Ka shook his head. Somehow that was enough.

“Colonel Abad,” said the Colonel, introducing himself. “You’ve heard of me?”

Oh yes. Ka grinned stupidly at the badge on his shirt. Those shades, the cigar, that black beard. The Colonel.

“Where are you exactly?”

The boy looked round him. Cliffs tight on both sides of the river and white-headed vultures overhead. But then there were always vultures circling thermals over this stretch of the Nile. Above the vultures, made smaller both by reality and distance, hovered raptors. Black-winged kites, most probably.

Sarah’s felucca was tied at the river’s bend, on the side where floodwater flowed less fast and silt almost buried rocks that were pale and strangely square. Three thousand years earlier, during the flood season, a cargo boat had run aground there. Staying with his freshly hewn sandstone, the captain had sent slaves downriver to get help. He died in the night waiting for their return, killed by an adder as he sat by a small fire lit to keep jackals at bay.

Colonel Abad knew these things. The hieroglyphs of the pharaohs cartouched below their statues, the genera of birds and animals, even the molecular structure of each rock that made up the crumbling cliffs and temples, statues and ruins.

Ka could identify concrete, sandstone and polycrete, the frothy stuff that set hard and could be coated with sand or gravel, provided any covering was whacked on before the crete had time to dry. Both sides used it to make HQs that blended into any background.

“We’re upriver from the camp,” Ka said, “on a bend near low cliffs . . . And we haven’t eaten all day,” he added as an afterthought.

“You got grenades?”

“Yes,” said Ka. At least Saul had. Zac, Sarah and Bec had two rifles, a knife and a pistol between them. He had the plastic gun. What his dead lieutenant called a doublePup. He didn’t like it very much.

“Swap it,” said Colonel Abad. “First chance you get. Right . . .” The radio crackled for a second. “Listen up. Food first. That means losing a grenade to the river. Get Saul to throw and Bec and Zac to collect the fish . . . All of them.”

“Do we eat them raw?”

“Sushi.” The voice sounded amused. “Only if you want. Personally I’d suggest a small fire and usually I’d recommend dry twigs, but today we want smoke, don’t we?”

“Do we?”

“Oh yes,” said the voice, “very definitely.”

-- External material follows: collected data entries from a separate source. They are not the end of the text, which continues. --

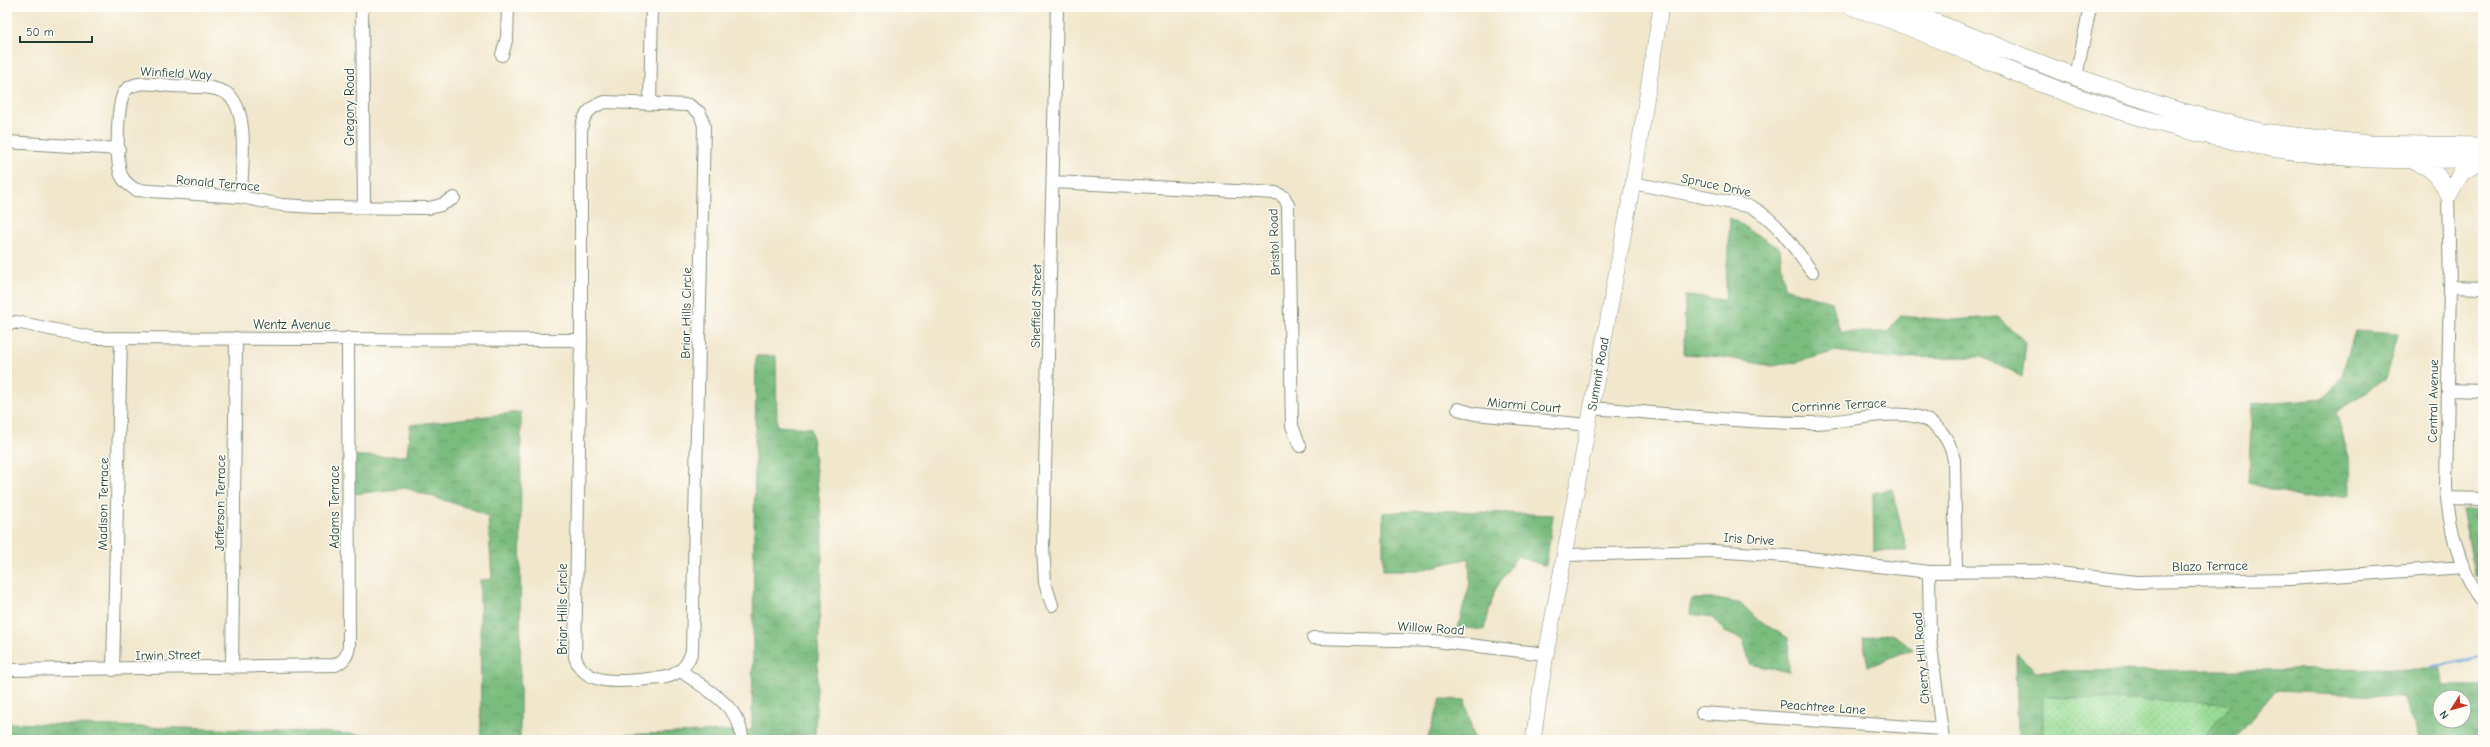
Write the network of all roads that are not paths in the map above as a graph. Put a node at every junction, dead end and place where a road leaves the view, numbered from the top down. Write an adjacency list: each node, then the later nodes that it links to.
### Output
1 (362, 7): 22 (street, Gregory Road)
2 (508, 7): 9 (street)
3 (652, 7): 11 (street)
4 (1057, 7): 17 (street, Sheffield Street)
5 (1661, 7): 18 (main road, Summit Road)
6 (1853, 7): 15 (highway)
7 (1895, 7): 10 (highway)
8 (2090, 7): 10 (street)
9 (502, 55)
10 (2076, 78): 13 (highway)
11 (650, 104): 30 (street, Briar Hills Circle); 51 (street, Briar Hills Circle)
12 (7, 142): 14 (street)
13 (2483, 146)
14 (119, 149): 20 (street, Ronald Terrace); 20 (street, Winfield Way)
15 (2408, 158): 16 (highway); 19 (highway)
16 (2483, 160): 19 (highway)
17 (1053, 182): 36 (street, Bristol Road); 44 (street, Sheffield Street)
18 (1633, 183): 23 (street, Spruce Drive); 33 (main road, Summit Road)
19 (2448, 194): 24 (street, Central Avenue)
20 (240, 197): 22 (street, Ronald Terrace)
21 (454, 198): 22 (street, Ronald Terrace)
22 (364, 208)
23 (1812, 272)
24 (2450, 287): 25 (street); 31 (street, Central Avenue)
25 (2483, 288)
26 (7, 325): 27 (street, Wentz Avenue)
27 (121, 338): 28 (street, Wentz Avenue); 50 (street, Madison Terrace)
28 (236, 338): 29 (street, Wentz Avenue); 48 (street, Jefferson Terrace)
29 (348, 338): 30 (street, Wentz Avenue); 47 (street, Adams Terrace)
30 (581, 340): 51 (street, Briar Hills Circle)
31 (2448, 390): 32 (street); 37 (street, Central Avenue)
32 (2483, 391)
33 (1591, 408): 35 (main road, Summit Road); 41 (street, Corrinne Terrace)
34 (1458, 409): 35 (street, Miarmi Court)
35 (1588, 425): 39 (main road, Summit Road)
36 (1300, 446)
37 (2447, 498): 38 (street); 40 (street, Central Avenue)
38 (2483, 499)
39 (1566, 555): 42 (street, Iris Drive); 46 (main road, Summit Road)
40 (2464, 567): 41 (street, Blazo Terrace); 43 (street, Central Avenue)
41 (1956, 571): 42 (street, Iris Drive)
42 (1929, 572): 53 (street, Cherry Hill Road)
43 (2483, 602)
44 (1052, 605)
45 (1313, 638): 46 (street, Willow Road)
46 (1546, 654): 55 (main road, Summit Road)
47 (329, 665): 48 (street, Irwin Street)
48 (232, 668): 50 (street, Irwin Street)
49 (7, 670): 50 (street, Irwin Street)
50 (113, 670)
51 (681, 671): 54 (street)
52 (1702, 713): 53 (street, Peachtree Lane)
53 (1942, 735)
54 (742, 740)
55 (1533, 740)

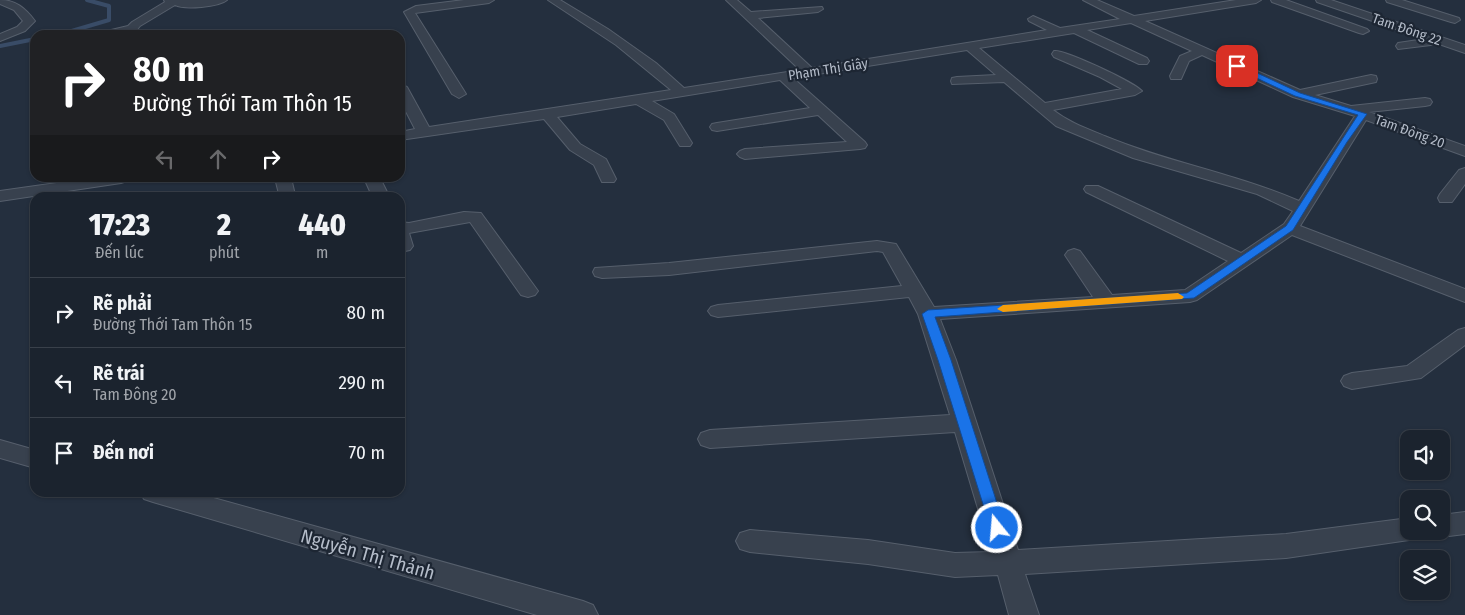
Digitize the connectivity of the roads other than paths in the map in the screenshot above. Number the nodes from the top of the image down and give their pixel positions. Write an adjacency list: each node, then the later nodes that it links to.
1 (0, 0): 23 (street)
2 (222, 0): 12 (street)
3 (489, 0): 38 (street)
4 (553, 0): 37 (street)
5 (731, 0): 15 (street)
6 (1088, 0): 17 (street, Tam Đông 20)
7 (1183, 0): 13 (street)
8 (1256, 0): 13 (street, Phạm Thị Giây)
9 (1276, 0): 20 (street)
10 (1321, 0): 20 (street, Tam Đông 22)
11 (1391, 0): 18 (street)
12 (172, 1): 21 (street)
13 (1206, 8): 17 (street, Phạm Thị Giây)
14 (818, 9): 15 (street)
15 (748, 16): 31 (street)
16 (1032, 19): 22 (street)
17 (1134, 19): 19 (street, Phạm Thị Giây); 28 (street, Tam Đông 20)
18 (1455, 20)
19 (1075, 29): 22 (street, Phạm Thị Giây); 30 (street)
20 (1407, 29): 24 (street, Tam Đông 22)
21 (125, 30)
22 (1059, 32): 25 (street, Phạm Thị Giây)
23 (0, 38)
24 (1441, 40): 26 (street); 27 (street, Tam Đông 22)
25 (970, 46): 31 (street, Phạm Thị Giây); 34 (street)
26 (1402, 46)
27 (1463, 47)
28 (1203, 50): 33 (street); 39 (street, Tam Đông 20)
29 (1058, 54): 43 (street)
30 (1143, 61)
31 (810, 72): 32 (street, Phạm Thị Giây)
32 (783, 76): 37 (street, Phạm Thị Giây); 44 (street)
33 (1176, 76)
34 (1007, 78): 36 (street); 43 (street)
35 (1372, 79): 39 (street)
36 (957, 81)
37 (681, 92): 41 (street, Phạm Thị Giây)
38 (459, 94)
39 (1298, 94): 45 (street, Tam Đông 20)
40 (405, 96): 48 (street)
41 (638, 99): 46 (street, Phạm Thị Giây); 50 (street)
42 (1424, 102): 45 (street)
43 (1042, 108): 62 (street)
44 (822, 110): 47 (street); 52 (street)
45 (1356, 112): 51 (street, Tam Đông 20); 62 (street)
46 (547, 114): 48 (street, Phạm Thị Giây); 54 (street)
47 (716, 128)
48 (424, 132): 49 (street, Phạm Thị Giây)
49 (405, 135)
50 (685, 143)
51 (1465, 151)
52 (745, 154)
53 (1465, 173): 61 (street)
54 (608, 179)
55 (108, 182): 57 (street)
56 (1092, 189): 66 (street)
57 (80, 191): 58 (street)
58 (64, 192)
59 (30, 194): 60 (street)
60 (0, 196)
61 (1446, 198)
62 (1302, 208): 64 (street)
63 (405, 228): 68 (street)
64 (1290, 228): 66 (street); 70 (street)
65 (1074, 255): 71 (street)
66 (1242, 261): 71 (street)
67 (602, 272): 69 (street)
68 (528, 290)
69 (914, 291): 72 (street); 73 (street)
70 (1465, 296)
71 (1107, 302): 73 (street)
72 (718, 311)
73 (928, 314): 76 (street)
74 (1465, 335): 75 (street)
75 (1352, 381)
76 (964, 423): 77 (street); 85 (street)
77 (710, 439)
78 (0, 449): 79 (street)
79 (30, 458)
80 (170, 497): 86 (street, Nguyễn Thị Thảnh)
81 (1465, 523): 82 (street)
82 (1450, 525)
83 (1400, 530): 85 (street)
84 (750, 541): 85 (street)
85 (1008, 564): 87 (street)
86 (583, 615)
87 (1024, 615)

Ka shuffled backward, then stopped when his foot hit Sarah’s shoulder. The girl didn’t move but she did glare, waiting while Ka edged sideways to give her space. They were alone together in the desert, on an important mission . . . That was how Ka had explained it to the others.

“Accident,” said Ka.

Sarah nodded. Opened her mouth as if she was about to say something, then shut it. She had perfect teeth, Ka realized. Tourist’s teeth. All in a neat line and with no chipped edges.

“How old are you?” He’d asked the question without thinking. “I mean, really?” He knew Sarah said she was fourteen but then he said he was thirteen.

“Fifteen,” Sarah said firmly.

“Me too . . .” Ka smiled, then shrugged. Questions were never welcome, he should have known that. Ka just wanted to be the one who persuaded her to open up and talk. Already he could describe how she looked without looking. Hair as black as her eyes, braided into long plaits. Her skin somewhere between dark chocolate and purple, not café noir like his. She’d taken grief for that in the camp; grief, comments and idle slaps. Mostly from the older girls.

There were more girls than boys in the Ragged Army. That was because they fought better, according to Saul, having more to fear if captured. Although Saul was the only person Ka had ever heard say this and, besides, both sides chopped off the hands of those who wouldn’t change and it was hard to think of much worse than that.